■ Task directions
From the records that follow, copy every line that contains the word "Heron".

------------------------------------------------------------------------

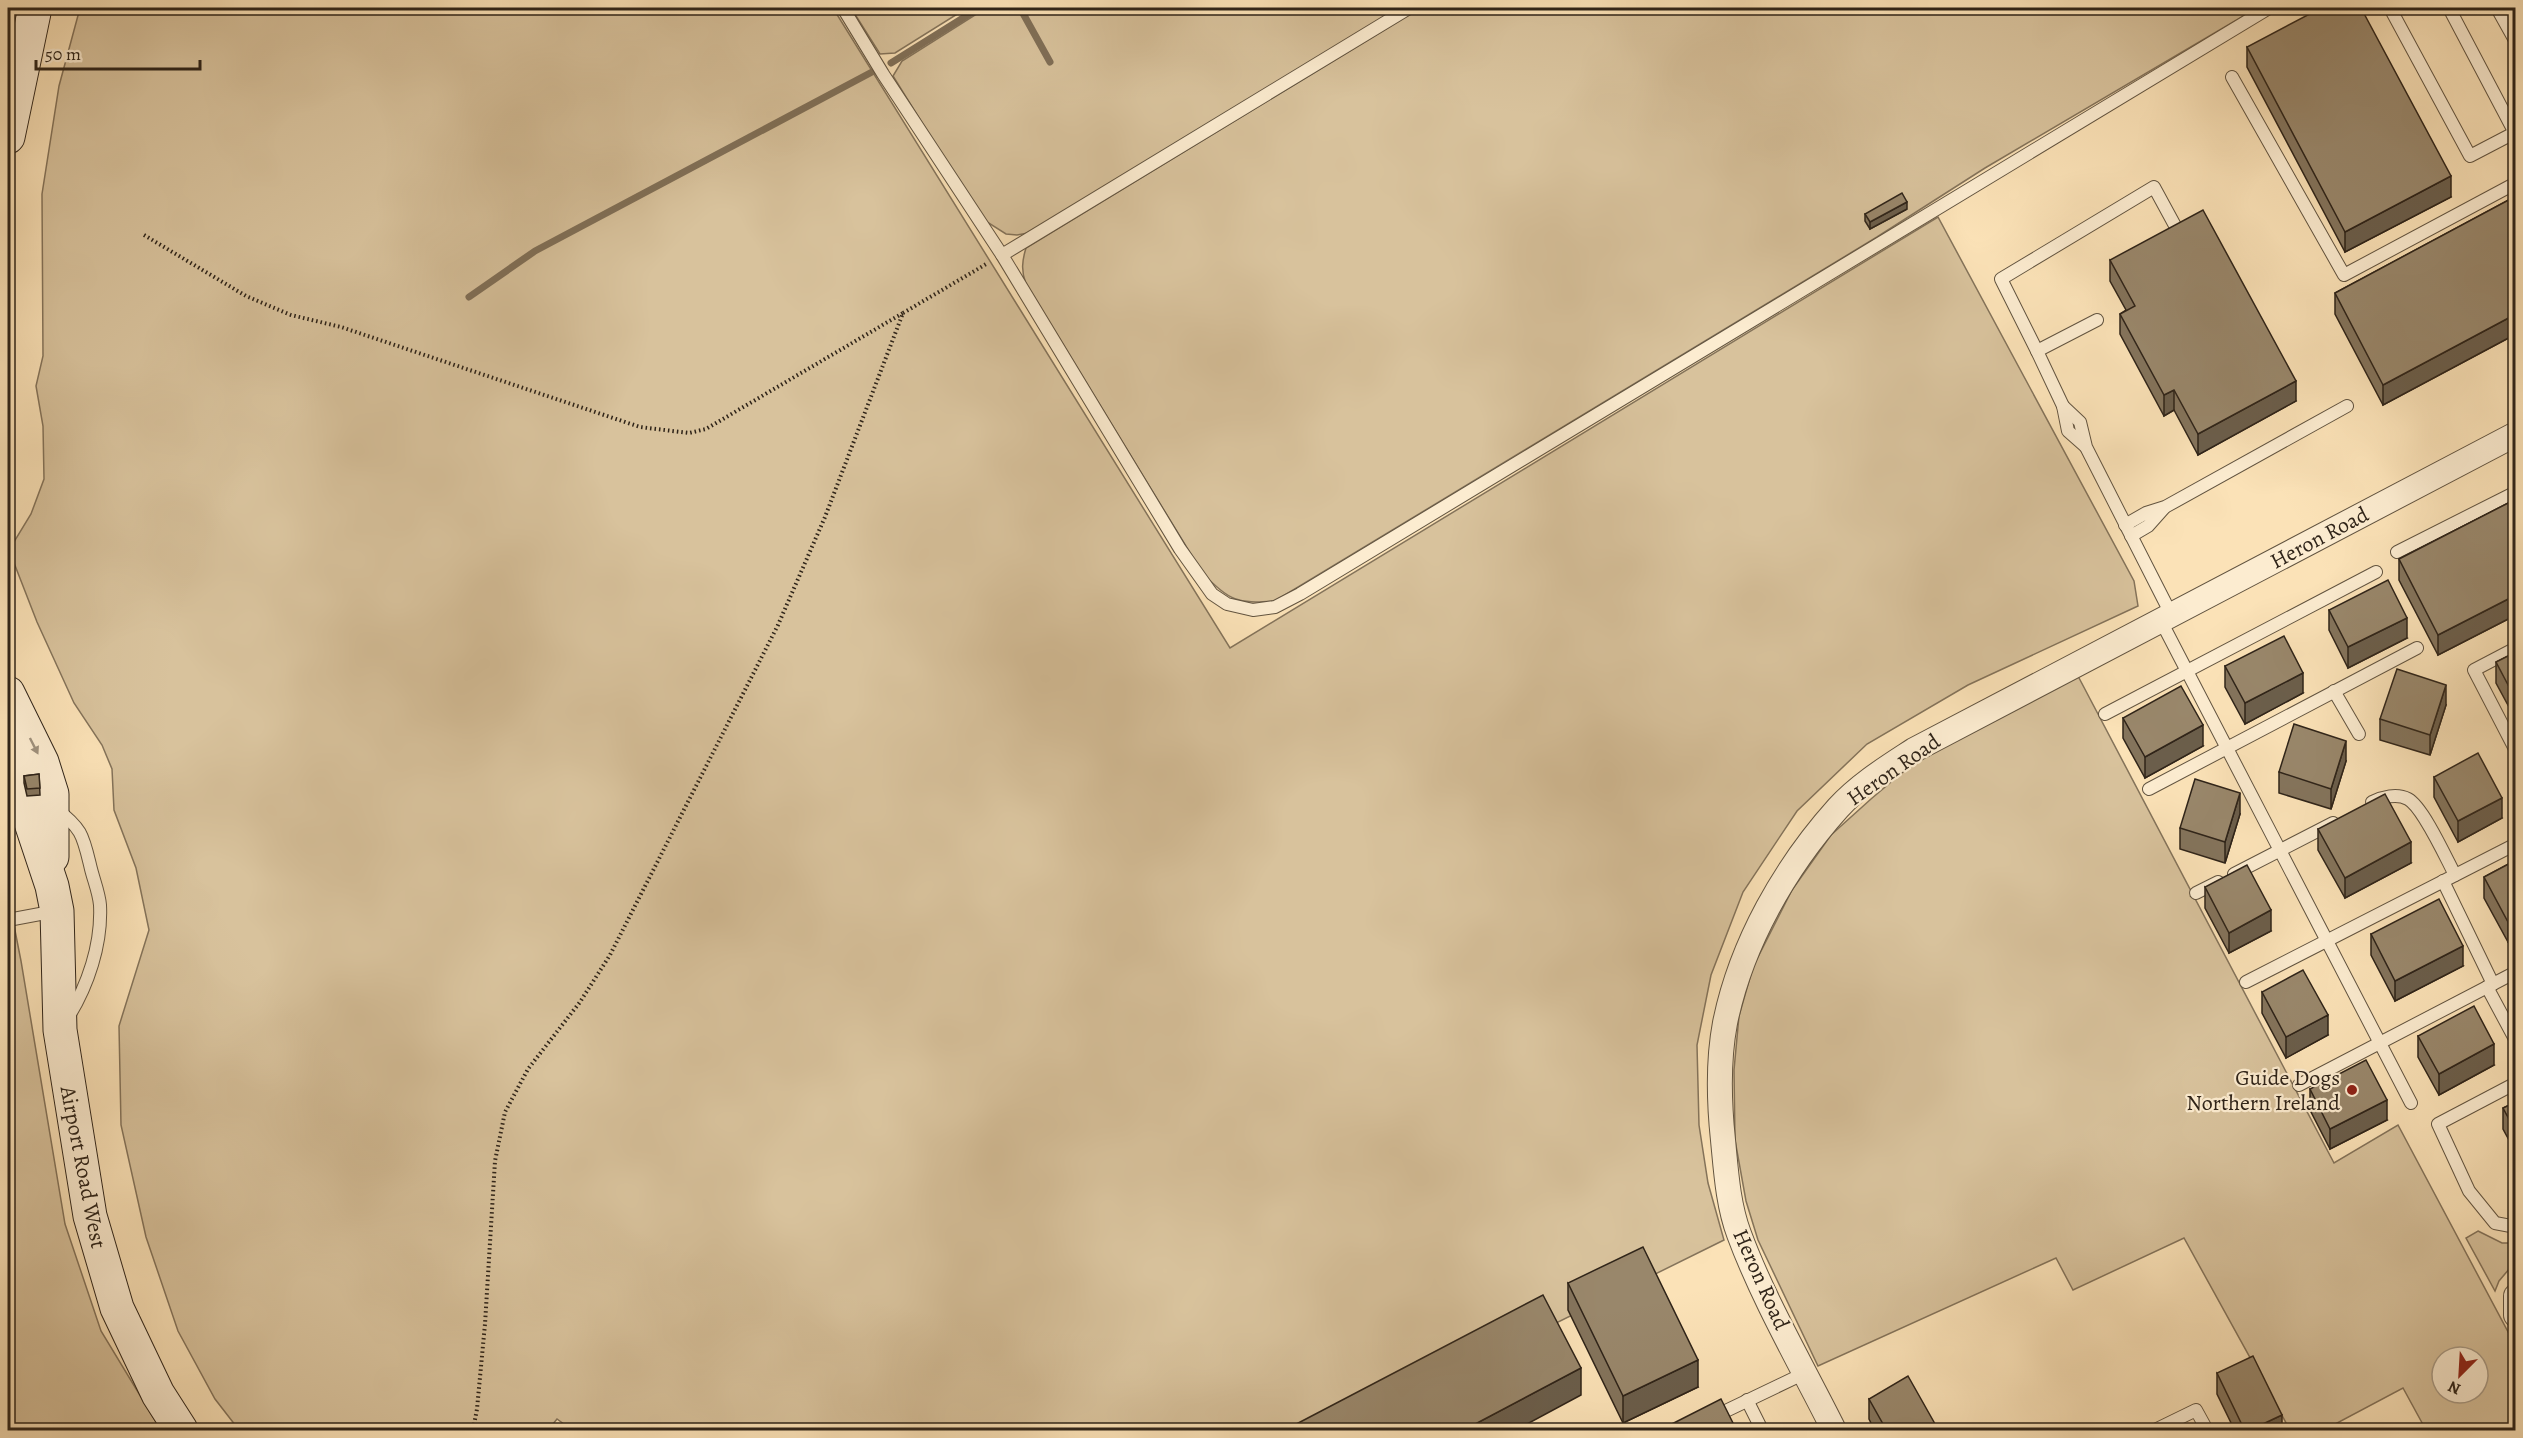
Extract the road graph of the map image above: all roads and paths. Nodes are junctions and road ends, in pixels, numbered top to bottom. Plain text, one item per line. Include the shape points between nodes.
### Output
1 (35, 8) edge
2 (843, 8) edge
3 (1408, 8) edge
4 (2269, 8) edge
5 (2390, 8) edge
6 (2449, 8) edge
7 (2497, 8) edge
8 (2516, 42) edge
9 (2232, 77) dead end
10 (2515, 134) edge
11 (8, 137) edge
12 (2516, 183) edge
13 (2179, 233) edge
14 (144, 235) dead end
15 (997, 258) junction
16 (903, 313) junction
17 (2097, 320) dead end
18 (2037, 351) junction
19 (2347, 406) dead end
20 (2516, 434) edge
21 (2516, 492) edge
22 (2128, 530) junction
23 (2397, 552) dead end
24 (2376, 572) dead end
25 (2166, 618) junction
26 (2417, 648) dead end
27 (2516, 648) edge
28 (2186, 672) junction
29 (2334, 691) junction
30 (8, 693) edge
31 (2105, 714) dead end
32 (2359, 734) dead end
33 (8, 737) edge
34 (2226, 749) junction
35 (2516, 751) edge
36 (2150, 789) dead end
37 (52, 805) junction
38 (2360, 808) edge
39 (2340, 819) edge
40 (2516, 844) edge
41 (2280, 851) junction
42 (2455, 875) junction
43 (2443, 881) junction
44 (2196, 893) dead end
45 (55, 898) junction
46 (8, 920) edge
47 (2326, 941) junction
48 (2516, 972) edge
49 (2246, 982) dead end
50 (2490, 986) junction
51 (60, 1030) junction
52 (2516, 1041) edge
53 (2380, 1043) junction
54 (2516, 1083) edge
55 (2299, 1085) dead end
56 (2411, 1103) dead end
57 (2516, 1227) edge
58 (2516, 1296) edge
59 (2516, 1315) edge
60 (1805, 1373) junction
61 (1747, 1400) junction
62 (181, 1431) edge
63 (473, 1431) edge
64 (1686, 1431) edge
65 (1762, 1431) edge
66 (1834, 1431) edge
67 (2155, 1431) edge
68 (2207, 1431) edge

1 - 11 street
2 - 15 lane
3 - 15 lane
4 - 15 lane via 1275,607 1253,610 1227,604 1212,594
5 - 10 lane via 2470,156
6 - 10 lane
7 - 8 lane
9 - 12 lane via 2344,275
13 - 18 lane via 2154,187 2001,279
14 - 16 path via 246,296 291,315 341,327 640,427 689,433 706,429
15 - 16 path
16 - 63 path via 825,517 778,625 610,955 580,1002 528,1069 505,1112 495,1161 485,1324
17 - 18 lane
18 - 22 lane via 2063,406 2080,422 2086,447
19 - 22 lane via 2165,507 2146,513
20 - 25 street, Heron Road
21 - 23 lane
22 - 25 lane
24 - 28 lane
25 - 28 lane
25 - 60 street, Heron Road via 1961,723 1871,779 1839,807 1814,838 1780,884 1757,930 1725,1023 1720,1116 1739,1233
26 - 29 lane
27 - 35 lane via 2474,670
28 - 31 lane
28 - 34 lane
29 - 32 lane
29 - 34 lane
30 -> 37 street, Airport Road West via 42,762
33 - 45 street, Airport Road West via 17,781
34 - 36 lane
34 - 41 lane
37 - 45 street, Airport Road West
37 - 51 lane via 74,822 83,836 100,903 100,934 81,997
38 - 42 lane via 2380,798 2408,799 2419,809
39 - 41 lane
40 - 42 lane
41 - 44 lane
41 - 47 lane
42 - 43 lane
43 - 47 lane
43 - 50 lane
45 - 46 lane
45 - 51 street, Airport Road West
47 - 49 lane
47 - 53 lane
48 - 50 lane
50 - 52 lane
50 - 53 lane
51 - 62 street, Airport Road West via 90,1216 100,1254 117,1308 158,1394
53 - 55 lane
53 - 56 lane
54 - 57 lane via 2438,1124 2469,1191 2495,1223
58 - 59 street
60 - 61 lane
60 - 66 street, Heron Road
61 - 64 lane
61 - 65 lane
67 - 68 lane via 2196,1410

------------------------------------------------------------------------

■ Output of the task
20 - 25 street, Heron Road
25 - 60 street, Heron Road via 1961,723 1871,779 1839,807 1814,838 1780,884 1757,930 1725,1023 1720,1116 1739,1233
60 - 66 street, Heron Road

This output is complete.